What is being asked =
Exclude the pictures and reproduce the remaining data exactly as written.

[Data extracted from a collection]
<<<<

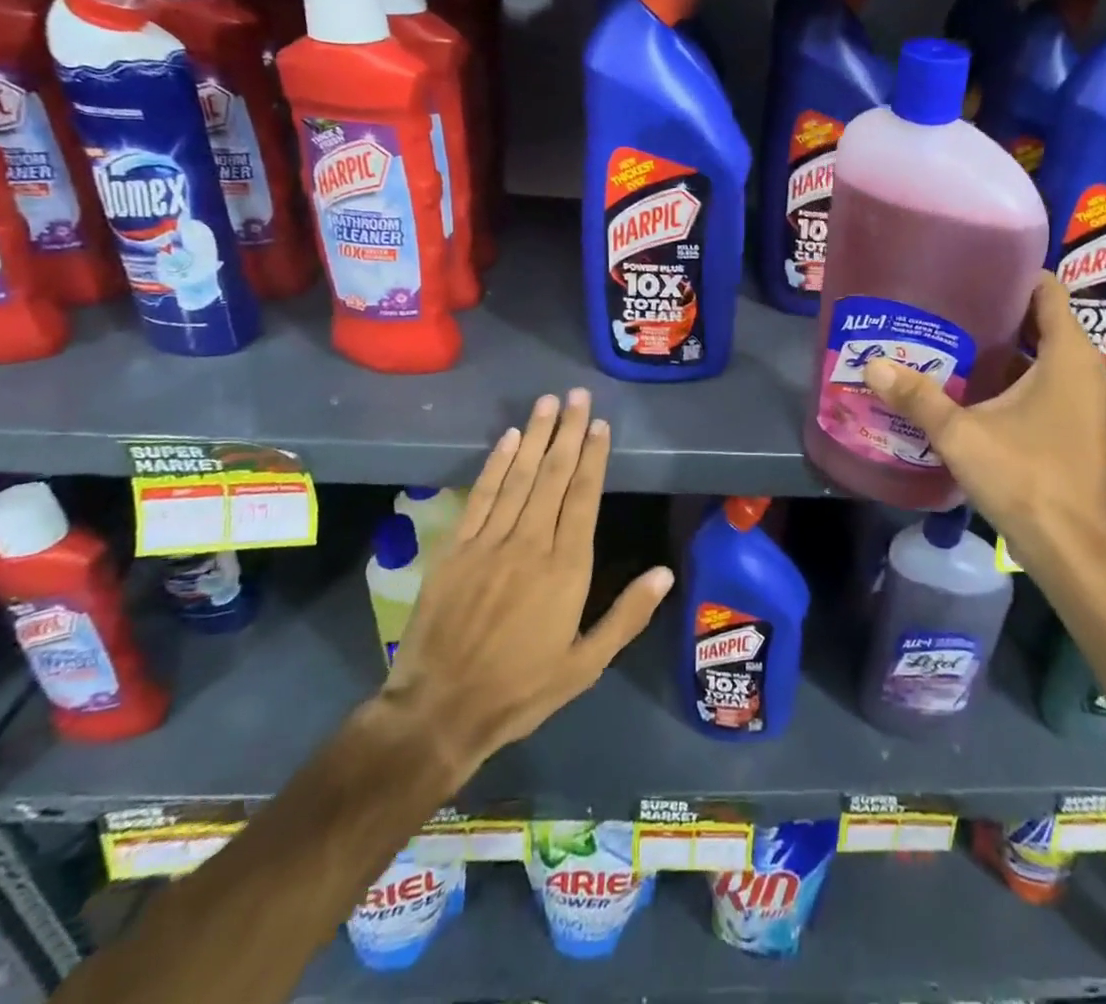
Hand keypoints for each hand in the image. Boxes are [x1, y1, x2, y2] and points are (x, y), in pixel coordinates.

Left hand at [372, 389, 672, 809]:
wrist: (440, 710)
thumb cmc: (521, 689)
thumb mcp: (585, 665)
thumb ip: (626, 616)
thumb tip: (665, 573)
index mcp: (566, 568)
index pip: (584, 497)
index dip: (594, 458)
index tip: (601, 425)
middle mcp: (530, 543)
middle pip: (554, 476)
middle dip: (569, 432)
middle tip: (578, 396)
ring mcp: (490, 542)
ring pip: (520, 476)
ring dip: (536, 436)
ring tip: (549, 402)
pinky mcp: (457, 548)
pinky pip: (482, 496)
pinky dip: (496, 464)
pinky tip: (509, 439)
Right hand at [863, 273, 1105, 572]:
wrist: (1072, 548)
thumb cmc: (1025, 478)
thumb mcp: (962, 434)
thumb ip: (918, 397)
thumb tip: (872, 365)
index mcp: (1067, 355)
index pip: (1046, 290)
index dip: (1012, 274)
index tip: (970, 268)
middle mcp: (1084, 369)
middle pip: (1041, 321)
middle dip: (998, 310)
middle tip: (948, 303)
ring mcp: (1084, 400)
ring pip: (1043, 355)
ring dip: (1005, 347)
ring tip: (952, 338)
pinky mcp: (1076, 425)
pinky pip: (1046, 383)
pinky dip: (1015, 377)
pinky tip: (972, 387)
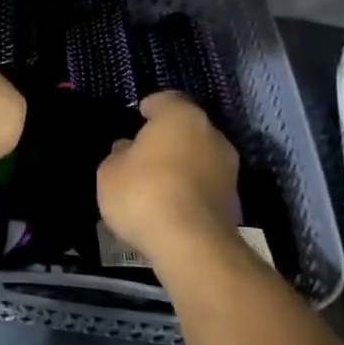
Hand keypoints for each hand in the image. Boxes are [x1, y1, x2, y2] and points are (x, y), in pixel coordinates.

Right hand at [97, 91, 239, 264]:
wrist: (191, 244)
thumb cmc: (143, 194)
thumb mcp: (110, 172)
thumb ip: (119, 155)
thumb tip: (128, 149)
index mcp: (181, 117)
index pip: (167, 100)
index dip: (151, 107)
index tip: (139, 115)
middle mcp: (212, 135)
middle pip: (187, 128)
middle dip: (168, 137)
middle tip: (144, 152)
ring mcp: (228, 168)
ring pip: (200, 156)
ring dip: (182, 164)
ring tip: (158, 182)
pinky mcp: (234, 200)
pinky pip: (206, 184)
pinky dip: (191, 188)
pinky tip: (172, 204)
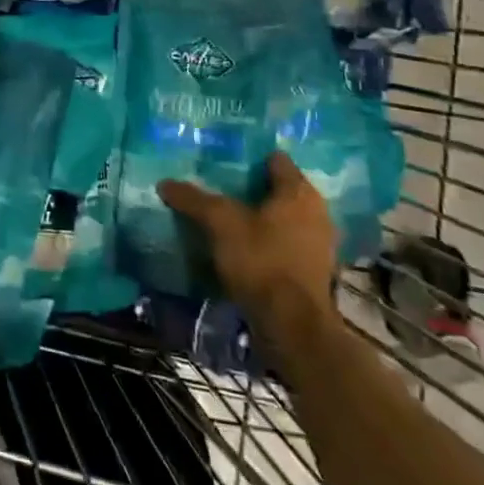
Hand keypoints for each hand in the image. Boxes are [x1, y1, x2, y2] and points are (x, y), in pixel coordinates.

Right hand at [158, 153, 337, 328]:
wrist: (293, 327)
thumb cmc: (262, 261)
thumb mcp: (221, 224)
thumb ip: (194, 200)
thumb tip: (164, 183)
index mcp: (300, 192)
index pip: (275, 159)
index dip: (249, 157)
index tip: (224, 160)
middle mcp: (317, 212)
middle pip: (278, 189)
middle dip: (251, 188)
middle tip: (219, 186)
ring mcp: (319, 244)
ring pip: (282, 218)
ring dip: (259, 218)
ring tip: (226, 218)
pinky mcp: (312, 271)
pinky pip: (285, 243)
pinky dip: (267, 242)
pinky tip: (243, 248)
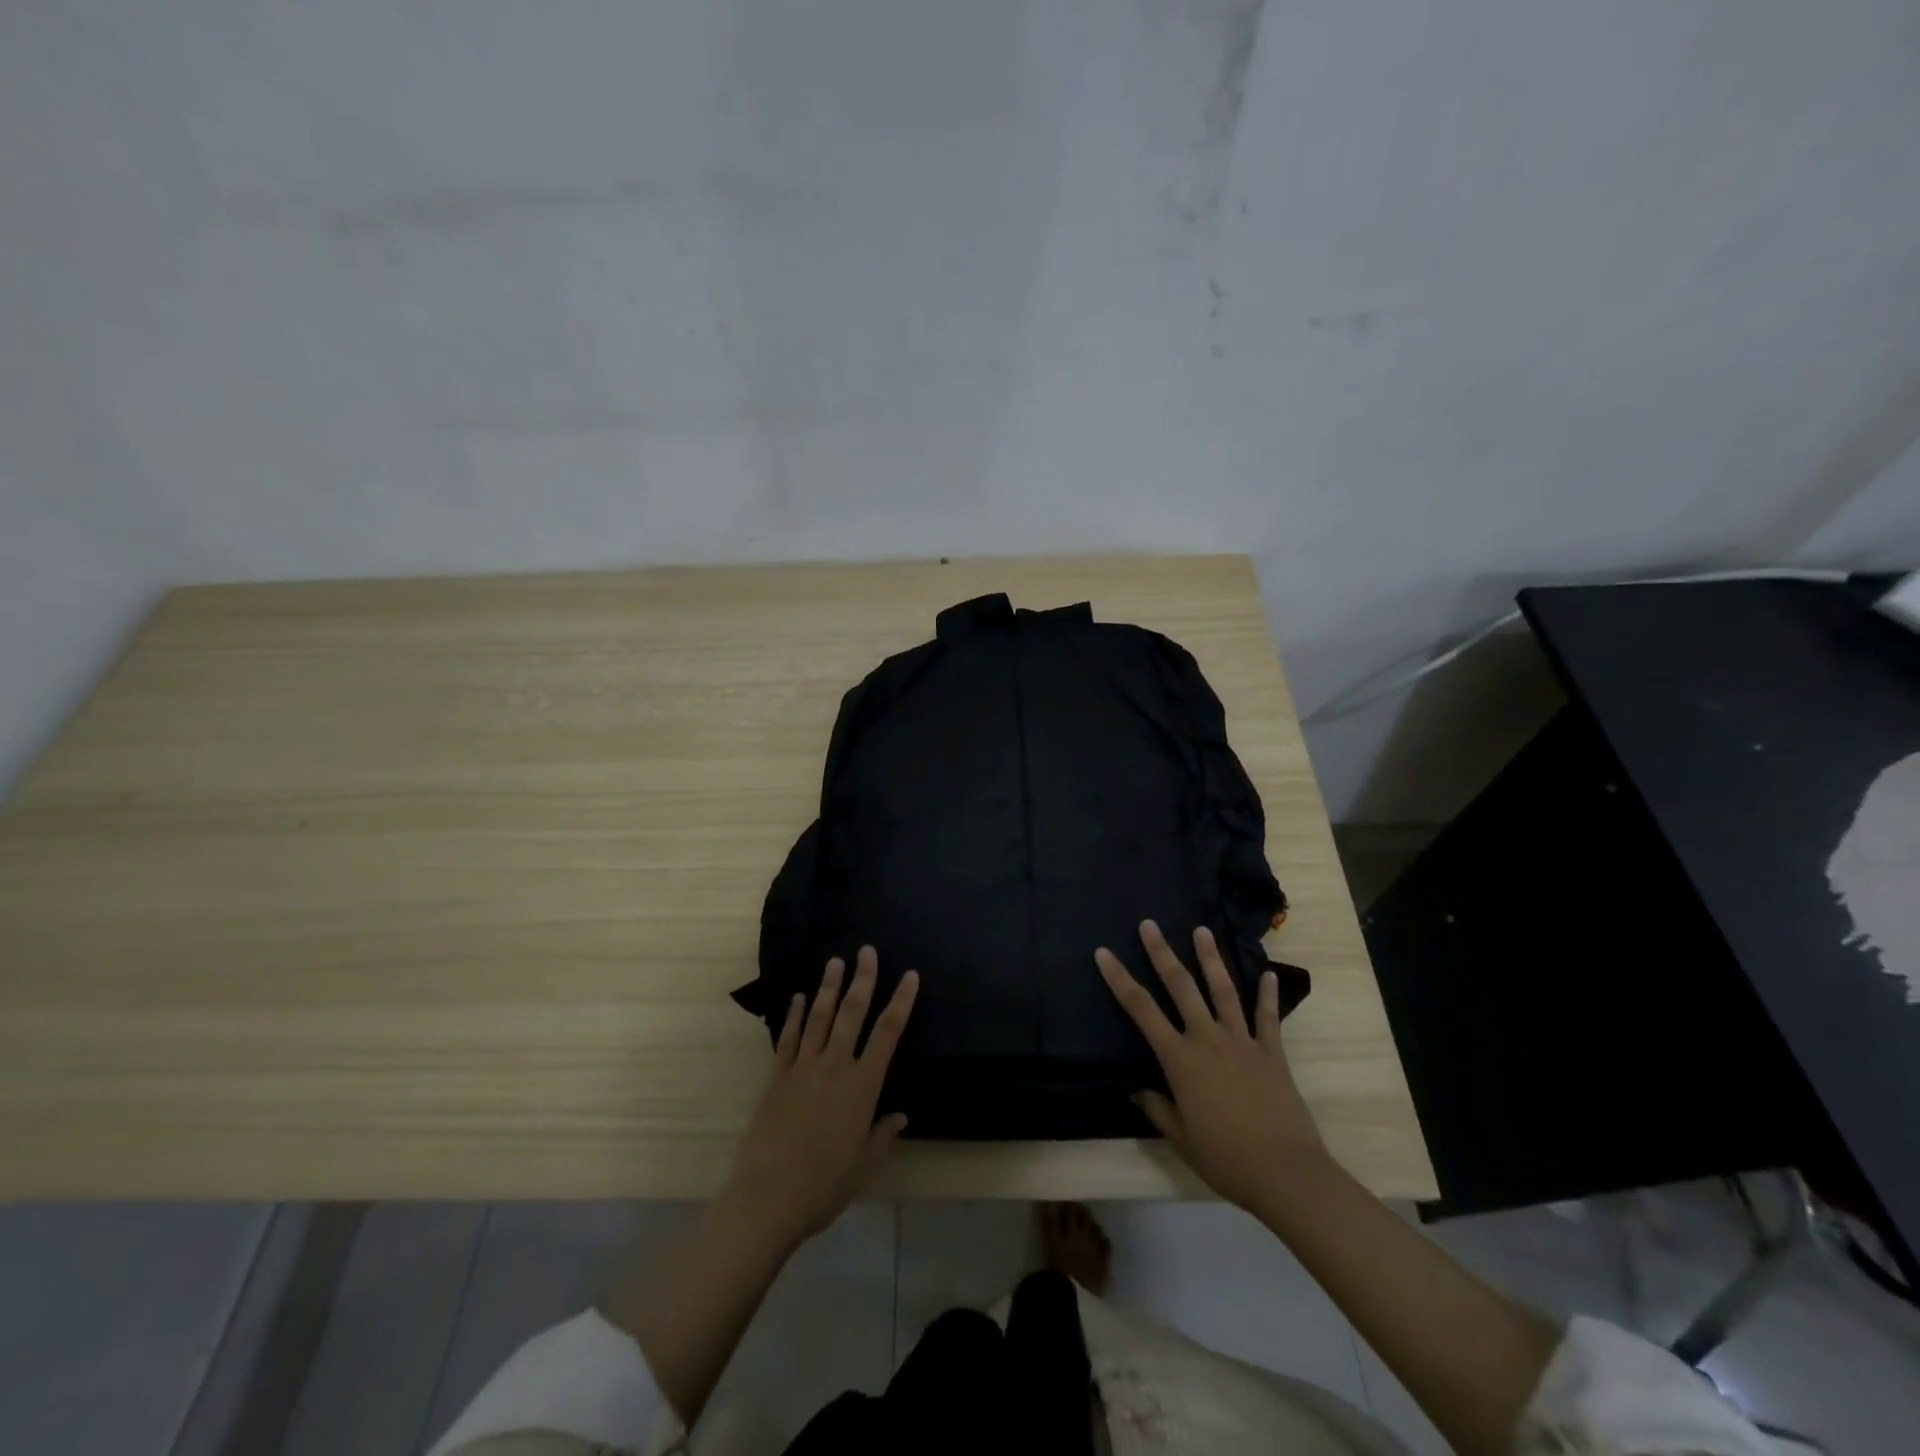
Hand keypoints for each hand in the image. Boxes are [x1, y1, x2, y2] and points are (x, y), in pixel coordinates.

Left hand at [721, 946, 918, 1247]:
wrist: (768, 1197)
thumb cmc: (824, 1185)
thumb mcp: (864, 1164)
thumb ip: (883, 1135)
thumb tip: (901, 1116)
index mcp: (863, 1086)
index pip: (888, 1033)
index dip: (900, 1001)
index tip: (909, 975)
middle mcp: (835, 1066)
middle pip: (853, 1013)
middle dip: (862, 979)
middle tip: (866, 951)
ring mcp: (803, 1068)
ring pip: (820, 1017)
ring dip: (829, 987)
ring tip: (835, 961)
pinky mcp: (777, 1077)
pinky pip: (789, 1038)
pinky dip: (795, 1015)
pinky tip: (799, 997)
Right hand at [1096, 920, 1328, 1213]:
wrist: (1285, 1173)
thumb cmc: (1226, 1159)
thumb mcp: (1181, 1138)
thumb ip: (1157, 1108)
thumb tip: (1136, 1089)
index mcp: (1180, 1059)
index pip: (1141, 1010)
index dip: (1119, 979)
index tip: (1104, 953)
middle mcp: (1208, 1039)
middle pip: (1181, 987)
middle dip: (1162, 953)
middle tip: (1149, 925)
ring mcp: (1242, 1042)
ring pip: (1223, 990)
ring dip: (1211, 959)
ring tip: (1201, 931)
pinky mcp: (1272, 1053)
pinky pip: (1268, 1017)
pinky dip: (1267, 995)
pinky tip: (1268, 974)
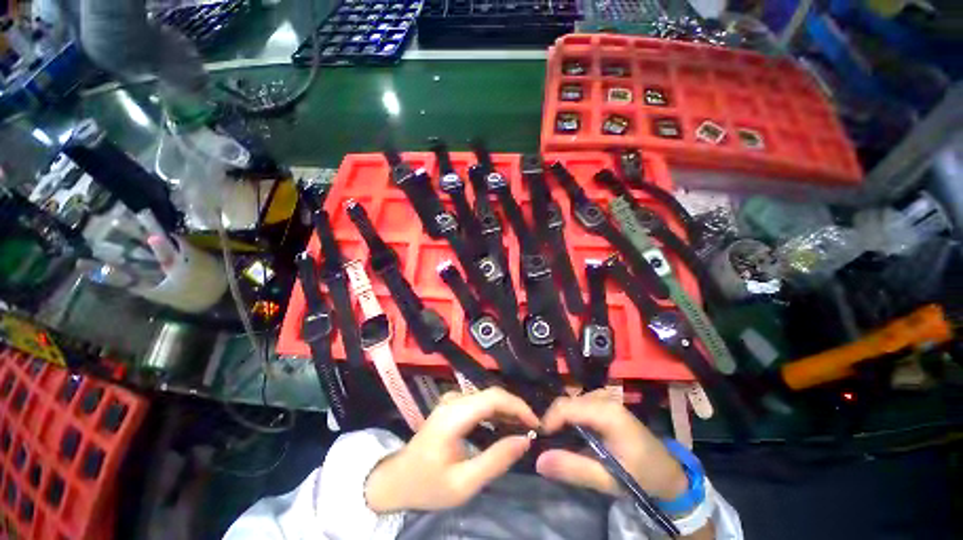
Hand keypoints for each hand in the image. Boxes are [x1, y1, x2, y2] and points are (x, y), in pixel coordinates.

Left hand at [365, 387, 538, 512]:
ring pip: (487, 396)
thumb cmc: (428, 485)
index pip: (493, 398)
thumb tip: (525, 440)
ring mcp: (451, 400)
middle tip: (532, 430)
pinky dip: (496, 412)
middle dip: (515, 409)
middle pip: (492, 394)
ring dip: (507, 410)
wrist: (397, 480)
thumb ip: (496, 460)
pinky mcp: (452, 404)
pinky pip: (480, 401)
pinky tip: (504, 426)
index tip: (536, 424)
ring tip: (522, 430)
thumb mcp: (464, 483)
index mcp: (454, 415)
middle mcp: (453, 400)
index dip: (518, 406)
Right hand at [536, 390, 687, 500]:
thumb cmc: (641, 477)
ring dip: (560, 421)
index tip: (538, 441)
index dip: (547, 421)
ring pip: (570, 403)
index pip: (565, 407)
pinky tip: (572, 435)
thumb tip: (538, 460)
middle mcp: (603, 398)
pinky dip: (569, 418)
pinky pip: (578, 405)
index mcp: (606, 412)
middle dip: (552, 422)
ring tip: (558, 442)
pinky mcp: (604, 403)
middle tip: (547, 445)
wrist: (668, 473)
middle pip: (566, 403)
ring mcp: (604, 398)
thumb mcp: (608, 479)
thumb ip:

>>>>

Response box =
Hand keypoints for each hand in the image. Boxes are [x1, y1, x2, y2] and points are (x, y), in pixel coordinates.

Left hand at [372, 389, 672, 809]:
wrist: (440, 710)
thumb cmc: (521, 689)
thumb mcp: (585, 665)
thumb ip: (626, 616)
thumb tip: (665, 573)
index mcp: (566, 568)
index pip: (584, 497)
index dip: (594, 458)
index tip: (601, 425)
middle mcp: (530, 543)
middle pip: (554, 476)
middle dip: (569, 432)
middle tip: (578, 396)
ring mcp: (490, 542)
ring pip: (520, 476)
ring dip: (536, 436)
ring tip: (549, 402)
pinky mcp: (457, 548)
pinky pip: (482, 496)
pinky dip: (496, 464)
pinky tip: (509, 439)
Right hand at [863, 273, 1105, 572]:
wrist: (1072, 548)
thumb cmc: (1025, 478)
thumb mcp: (962, 434)
thumb ip: (918, 397)
thumb tip: (872, 365)
index mcp: (1067, 355)
index pip: (1046, 290)
index dip: (1012, 274)
index tip: (970, 268)
middle mcp: (1084, 369)
middle pip: (1041, 321)
middle dip: (998, 310)
middle tip: (948, 303)
ring mcp: (1084, 400)
ring pip: (1043, 355)
ring dip: (1005, 347)
ring tip: (952, 338)
pinky mcp: (1076, 425)
pinky pip: (1046, 383)
pinky dip: (1015, 377)
pinky tip: (972, 387)
Hand keypoints for each hand in the image. Boxes are [x1, y1, x2, y2] and points are (x, y), in pixel coordinates.

Right hand at [97, 91, 239, 264]:
wrist: (191, 244)
thumb cmc: (143, 194)
thumb mcp: (110, 172)
thumb ip: (119, 155)
thumb tip: (128, 149)
index mcp: (181, 117)
index pip: (167, 100)
index dip: (151, 107)
index tip: (139, 115)
middle mcp: (212, 135)
middle pip: (187, 128)
middle dip: (168, 137)
middle tip: (144, 152)
ring mcp: (228, 168)
ring pip: (200, 156)
ring dip: (182, 164)
ring tip: (158, 182)
pinky mcp: (234, 200)
pinky pip: (206, 184)
pinky dip: (191, 188)
pinky tip: (172, 204)
Hand keypoints for each hand in the image. Boxes are [x1, y1, x2, y2] and points are (x, y), in pixel coordinates.

Right hand at [158, 153, 337, 328]:
wrist: (293, 327)
thumb cmc: (262, 261)
thumb mcp: (221, 224)
thumb ip: (194, 200)
thumb tip: (164, 183)
index mcp: (300, 192)
index pip: (275, 159)
index dip: (249, 157)
index tip: (224, 160)
middle mcp: (317, 212)
middle pip: (278, 189)
middle dip: (251, 188)
middle tip: (219, 186)
ring mcp: (319, 244)
ring pip: (282, 218)
ring dip: (259, 218)
ring tip: (226, 218)
pinky mcp: (312, 271)
pinky pip: (285, 243)
pinky dip: (267, 242)
pinky tip: (243, 248)
Hand keypoints for each hand in the image. Boxes are [x1, y1, x2, y2] and points are (x, y), in pixel coordinates.

Left hand at [721, 946, 918, 1247]:
wrist: (768, 1197)
thumb cmc: (824, 1185)
thumb mcp: (864, 1164)
thumb ip: (883, 1135)
thumb tip: (901, 1116)
index mcp: (863, 1086)
index pip: (888, 1033)
index dip: (900, 1001)
index tip: (909, 975)
middle mcp: (835, 1066)
middle pip: (853, 1013)
middle dip: (862, 979)
middle tip: (866, 951)
ring mcp: (803, 1068)
ring pip: (820, 1017)
ring dip: (829, 987)
ring tip: (835, 961)
pinky mcp: (777, 1077)
pinky pip: (789, 1038)
pinky dip: (795, 1015)
pinky tip: (799, 997)
Right hand at [1096, 920, 1328, 1213]:
wrist: (1285, 1173)
thumb cmc: (1226, 1159)
thumb mcp: (1181, 1138)
thumb ip: (1157, 1108)
thumb tip: (1136, 1089)
index mcp: (1180, 1059)
index pip: (1141, 1010)
index dip: (1119, 979)
index tip: (1104, 953)
middle mcp: (1208, 1039)
middle pip: (1181, 987)
middle dip: (1162, 953)
middle tip: (1149, 925)
ring mcp: (1242, 1042)
ring pip: (1223, 990)
ring dip: (1211, 959)
ring tip: (1201, 931)
pinky mcp: (1272, 1053)
pinky pip: (1268, 1017)
pinky dip: (1267, 995)
pinky tip: (1268, 974)
Hand keypoints for each hand in the image. Boxes are [x1, y1, x2, y2] and points are (x, y), in pixel coordinates.

Left hand at [365, 387, 538, 512]:
ring pip: (487, 396)
thumb cmc: (428, 485)
index pip: (493, 398)
thumb tip: (525, 440)
ring mcp: (451, 400)
middle tip: (532, 430)
pinky dip: (496, 412)
middle dip: (515, 409)
middle pip: (492, 394)
ring dip: (507, 410)
wrist: (397, 480)
thumb ip: (496, 460)
pinky mcp: (452, 404)
pinky pip: (480, 401)
pinky tip: (504, 426)
index tip: (536, 424)
ring tip: (522, 430)
thumb mcp: (464, 483)
index mcp: (454, 415)
middle mcp: (453, 400)
index dip: (518, 406)
Right hand at [536, 390, 687, 500]:
thumb cmc: (641, 477)
ring dip: (560, 421)
index tip: (538, 441)
index dip: (547, 421)
ring pip: (570, 403)
index pip: (565, 407)
pinky tip: (572, 435)
thumb tip: (538, 460)
middle mcp: (603, 398)
pinky dip: (569, 418)
pinky pip: (578, 405)
index mcp: (606, 412)
middle dip: (552, 422)
ring tip: (558, 442)
pinky mcp: (604, 403)
middle tip: (547, 445)
wrist: (668, 473)
middle pip: (566, 403)
ring mcp: (604, 398)
thumb mcp: (608, 479)
thumb ip:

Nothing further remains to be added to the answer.